What you have to do - Scan each line of the records for the word "name" and extract the ones that have it.

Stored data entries
+ + + +

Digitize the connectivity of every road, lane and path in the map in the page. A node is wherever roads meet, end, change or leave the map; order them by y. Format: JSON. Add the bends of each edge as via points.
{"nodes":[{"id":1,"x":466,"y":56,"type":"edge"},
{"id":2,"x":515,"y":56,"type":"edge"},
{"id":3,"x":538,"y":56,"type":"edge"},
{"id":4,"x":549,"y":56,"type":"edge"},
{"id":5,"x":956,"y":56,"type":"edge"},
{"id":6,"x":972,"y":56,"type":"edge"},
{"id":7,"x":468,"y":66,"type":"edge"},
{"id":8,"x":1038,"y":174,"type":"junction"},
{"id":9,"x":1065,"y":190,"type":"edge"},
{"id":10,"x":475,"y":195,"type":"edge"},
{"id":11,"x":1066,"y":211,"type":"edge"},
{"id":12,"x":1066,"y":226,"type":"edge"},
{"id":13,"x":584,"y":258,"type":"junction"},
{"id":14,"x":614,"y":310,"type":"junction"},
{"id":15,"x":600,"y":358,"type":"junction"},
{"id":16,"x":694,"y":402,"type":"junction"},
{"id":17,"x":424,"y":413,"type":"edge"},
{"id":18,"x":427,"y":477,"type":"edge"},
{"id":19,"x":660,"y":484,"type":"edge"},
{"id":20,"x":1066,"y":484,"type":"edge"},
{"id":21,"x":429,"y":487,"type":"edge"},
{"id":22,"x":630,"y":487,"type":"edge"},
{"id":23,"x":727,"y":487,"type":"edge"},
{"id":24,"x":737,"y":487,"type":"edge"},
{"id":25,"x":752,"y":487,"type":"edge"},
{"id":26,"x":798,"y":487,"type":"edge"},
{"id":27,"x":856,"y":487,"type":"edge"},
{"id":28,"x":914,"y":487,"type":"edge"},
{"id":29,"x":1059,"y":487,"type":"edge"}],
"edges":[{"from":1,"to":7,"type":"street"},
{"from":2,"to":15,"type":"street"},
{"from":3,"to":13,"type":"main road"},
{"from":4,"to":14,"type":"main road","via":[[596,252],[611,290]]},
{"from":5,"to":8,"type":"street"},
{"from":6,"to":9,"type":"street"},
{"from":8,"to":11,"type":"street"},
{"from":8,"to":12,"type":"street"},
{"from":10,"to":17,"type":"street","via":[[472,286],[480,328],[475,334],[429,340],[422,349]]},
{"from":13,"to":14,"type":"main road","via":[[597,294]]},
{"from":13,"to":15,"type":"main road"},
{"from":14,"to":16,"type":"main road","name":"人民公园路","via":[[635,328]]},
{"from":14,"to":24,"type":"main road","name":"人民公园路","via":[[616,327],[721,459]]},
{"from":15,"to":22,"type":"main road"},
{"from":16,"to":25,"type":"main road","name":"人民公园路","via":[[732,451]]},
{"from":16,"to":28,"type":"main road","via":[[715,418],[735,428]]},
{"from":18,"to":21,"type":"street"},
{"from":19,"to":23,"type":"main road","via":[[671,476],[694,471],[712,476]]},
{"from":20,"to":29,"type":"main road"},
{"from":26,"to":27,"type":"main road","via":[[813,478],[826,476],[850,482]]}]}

+ + + +

Response to this task -
{"from":14,"to":16,"type":"main road","name":"人民公园路","via":[[635,328]]},
{"from":14,"to":24,"type":"main road","name":"人民公园路","via":[[616,327],[721,459]]},
{"from":16,"to":25,"type":"main road","name":"人民公园路","via":[[732,451]]},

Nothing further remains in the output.